# Compiler and Interpreter Technology

Wednesday, January 18th, 2017

Introducing formal languages and DFA.

What are formal languages?Regular language class
How are they defined?DFA machine class
What are machines?Translation of regex into DFA
How are they defined?Simulation of DFA
Relationship between languages and machines.
Hierarchy of language power.

# 1. General view of compilation

• We start at the source: text in a string.
• The "meaning" of that string is a definition of a particular program.
• An operational "meaning" would define what it does:
• An explicit function from inputs to outputs.
• For most programs this would be infeasibly large. $$O(2^{n\cdot2^n})$$ programs of size $$O(2^{n})$$, e.g. $$2^{2048}$$ 8-bit functions, 2024-bits to describe each.
• This is quite hard to deal with, so we use more compact descriptions.
• We aim to preserve this "meaning" when we select instructions.
• The semantics of a program are a formal definition of its "meaning".

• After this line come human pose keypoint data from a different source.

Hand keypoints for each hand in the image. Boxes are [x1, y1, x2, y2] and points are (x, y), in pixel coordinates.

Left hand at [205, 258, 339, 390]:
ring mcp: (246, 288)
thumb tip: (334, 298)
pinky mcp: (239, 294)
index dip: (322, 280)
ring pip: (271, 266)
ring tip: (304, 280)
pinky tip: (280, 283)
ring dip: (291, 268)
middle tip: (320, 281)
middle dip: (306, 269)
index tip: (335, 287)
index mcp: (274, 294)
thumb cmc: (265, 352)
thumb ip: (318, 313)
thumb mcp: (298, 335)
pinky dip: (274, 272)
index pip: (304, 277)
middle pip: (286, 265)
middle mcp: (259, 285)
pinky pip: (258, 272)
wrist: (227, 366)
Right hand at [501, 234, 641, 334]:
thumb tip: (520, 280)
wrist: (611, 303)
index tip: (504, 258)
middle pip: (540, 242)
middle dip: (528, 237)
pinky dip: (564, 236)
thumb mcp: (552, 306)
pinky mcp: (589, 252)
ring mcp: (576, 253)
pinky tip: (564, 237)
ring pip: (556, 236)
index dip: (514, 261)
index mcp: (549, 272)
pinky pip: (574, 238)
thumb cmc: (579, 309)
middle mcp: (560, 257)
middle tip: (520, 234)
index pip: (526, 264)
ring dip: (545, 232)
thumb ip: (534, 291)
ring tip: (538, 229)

# 2. Why we need formal language

• Human language is kinda informal, innit?
• ti is aslo hhigly rdeudnnat, olny eno tib per chaartecr.
• We can interpret new words based on context, similarity, guesswork.
• Ambiguity in communication can be (somewhat) tolerated.
• One word can have many meanings, many words can mean similar things.
• It takes an intelligent brain to sort this mess out.
Time flies like an arrow. Fruit flies like a banana.
You will be very fortunate to get this person to work for you.
I am pleased to say that this candidate is a former colleague of mine.
I once shot an elephant in my pajamas.

# 3. The syntax of formal languages.

• Formal languages define an exact set of sentences.
• The syntax is precise: every string is in the language, or it is not.
• Given a string, the decision problem (is it in the language?) is binary.
• Common examples of formal languages:
• Programming languages (mostly...).
• File formats.
• Protocols (e.g. layout of network messages).
• Less common examples:
• Traces of a programs execution.
• Events in an API (e.g. the set of interactions with a GUI).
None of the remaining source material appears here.